(iglesiadeasturias) Tras haber traído a estas páginas la historia de la venerable Práxedes Fernández y de san Pedro Poveda, con motivo del Año Jubilar nos acercamos a un nuevo personaje ilustre que visitó Covadonga. En esta ocasión conocemos la historia de san Antonio María Claret quien, un 16 de julio de 1849, fundó de los Misioneros Hijos del Inmaculado Corazón de María.
En la actualidad, la congregación está presente en 65 países con más de 3.100 misioneros claretianos. “Nuestro carisma es ser servidores de la palabra de Dios. Intentamos concretar el espíritu del padre Claret de llevar el anuncio de la Buena Noticia, discerniendo que en cada tiempo y contexto social qué es lo que quiere Dios de nosotros dentro de la Iglesia y ser fieles a su carisma de evangelizar por todos los medios posibles. Por eso estamos presentes en colegios, parroquias, comunidades de exclusión social, desarrollo de Iglesias jóvenes, formación de vida consagrada”, explica Simón Cortina, superior de la comunidad claretiana de Gijón.
Antonio María Claret nació en 1807 en Sallent (Barcelona) en una familia dedicada a la fabricación textil. Aunque de niño había sentido la llamada para convertirse en sacerdote, en su juventud se centra en desarrollar sus capacidades en el negocio familiar y abandona sus aspiraciones religiosas.
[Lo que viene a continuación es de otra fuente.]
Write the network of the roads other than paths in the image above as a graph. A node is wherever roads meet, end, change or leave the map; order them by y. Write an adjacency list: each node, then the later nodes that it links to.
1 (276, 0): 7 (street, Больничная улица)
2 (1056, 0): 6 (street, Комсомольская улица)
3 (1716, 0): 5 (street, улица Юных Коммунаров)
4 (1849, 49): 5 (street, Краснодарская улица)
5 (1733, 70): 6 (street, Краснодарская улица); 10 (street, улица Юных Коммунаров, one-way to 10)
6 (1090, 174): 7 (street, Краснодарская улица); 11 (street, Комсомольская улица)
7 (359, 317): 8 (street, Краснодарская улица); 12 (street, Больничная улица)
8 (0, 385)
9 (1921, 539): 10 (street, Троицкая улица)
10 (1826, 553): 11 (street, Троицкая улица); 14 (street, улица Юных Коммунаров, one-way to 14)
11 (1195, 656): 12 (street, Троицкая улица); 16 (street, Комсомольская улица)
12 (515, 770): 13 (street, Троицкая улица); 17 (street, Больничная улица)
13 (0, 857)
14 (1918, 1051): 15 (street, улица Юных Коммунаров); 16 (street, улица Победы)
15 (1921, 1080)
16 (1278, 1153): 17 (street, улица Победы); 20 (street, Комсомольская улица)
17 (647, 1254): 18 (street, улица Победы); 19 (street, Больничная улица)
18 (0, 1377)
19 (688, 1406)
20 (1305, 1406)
Instalado en Barcelona sufre varios desengaños, especialmente de uno de sus amigos más cercanos, y vive un episodio que le marca: en la playa de la Barceloneta está a punto de ahogarse y esto hace que sea más consciente de la fragilidad de la vida. En ese momento se vuelve hacia la Virgen y el Evangelio.
El 13 de junio de 1835 se ordena sacerdote y pocos años más tarde siente el anhelo de evangelizar como misionero. Comienza a realizar misiones populares y su superior eclesiástico decide liberarle de responsabilidades parroquiales para que pueda dedicarse por entero a esta vocación. Comienza a predicar por Cataluña, siempre a pie, a dirigir ejercicios espirituales, publicar tratados formativos para los distintos fieles: “Siempre se preocupó por el anuncio del Evangelio y por favorecer la formación para que la personas pudiesen mejorar y crear una sociedad más justa”, comenta Simón Cortina.
En 1849, a los pocos días de fundar la congregación de los Misioneros Hijos del Inmaculado Corazón de María es nombrado arzobispo de Santiago de Cuba donde se encuentra con una situación muy delicada socialmente. Su carácter misionero le lleva a recorrer la diócesis buscando soluciones concretas a tantas dificultades. En su lucha contra la esclavitud, que aún estaba vigente en Cuba, crea un granja-escuela para niños pobres, bibliotecas populares y una caja de ahorros social. Su incansable actividad le cuesta enfrentamientos, calumnias y atentados.
En 1857 se traslada a Madrid porque la reina Isabel II “pide expresamente que el sea su confesor. De repente, una persona que cree que nació para ser misionero se ve en una corte con todo lo que eso suponía. Entendió que podría realizar también desde esa posición una labor evangelizadora y misionera y aprovechaba los viajes de la reina por España para hacerlo”, comenta el padre Simón. Con Isabel II, el príncipe de Asturias Alfonso y la infanta Isabel viaja a Covadonga en 1858, alguien que como él tenía en la Virgen “una referencia absoluta como madre y modelo de cristiana. La primera creyente”, por esa razón nombró a su congregación como Hijos del Inmaculado Corazón de María.
A pesar de su vinculación con la corte sigue viviendo austeramente, visita cárceles y hospitales, confiesa y predica. Su independencia e integridad le acarrean enemistades. “La reina le admiraba y valoraba, aunque no siempre decía lo que le gustaba y llamaba a las cosas por su nombre. Esto hizo que fuese satirizado y ridiculizado, pero él no buscaba reconocimientos sino llevar adelante lo que consideraba que era más justo en cada momento en respuesta al Evangelio”.
La revolución del 68 provoca que acompañe a la reina en el exilio y ya en París realiza muchas actividades apostólicas. Un año después se traslada a Roma donde se estaba desarrollando el Concilio Vaticano en el que defiende apasionadamente la infalibilidad pontificia. Allí su salud comienza a resentirse gravemente y, viendo que final puede estar cerca se traslada a la comunidad que los misioneros claretianos desterrados de España han establecido en Francia. El cónsul español pide entonces que sea detenido y sus perseguidores llegan incluso a este lugar de retiro por lo que debe huir. Escondido en un monasterio cisterciense muere a los 62 años, un 24 de octubre de 1870. Pío XI lo consagra beato el 25 de febrero de 1934 y Pío XII lo canoniza el 7 de mayo de 1950.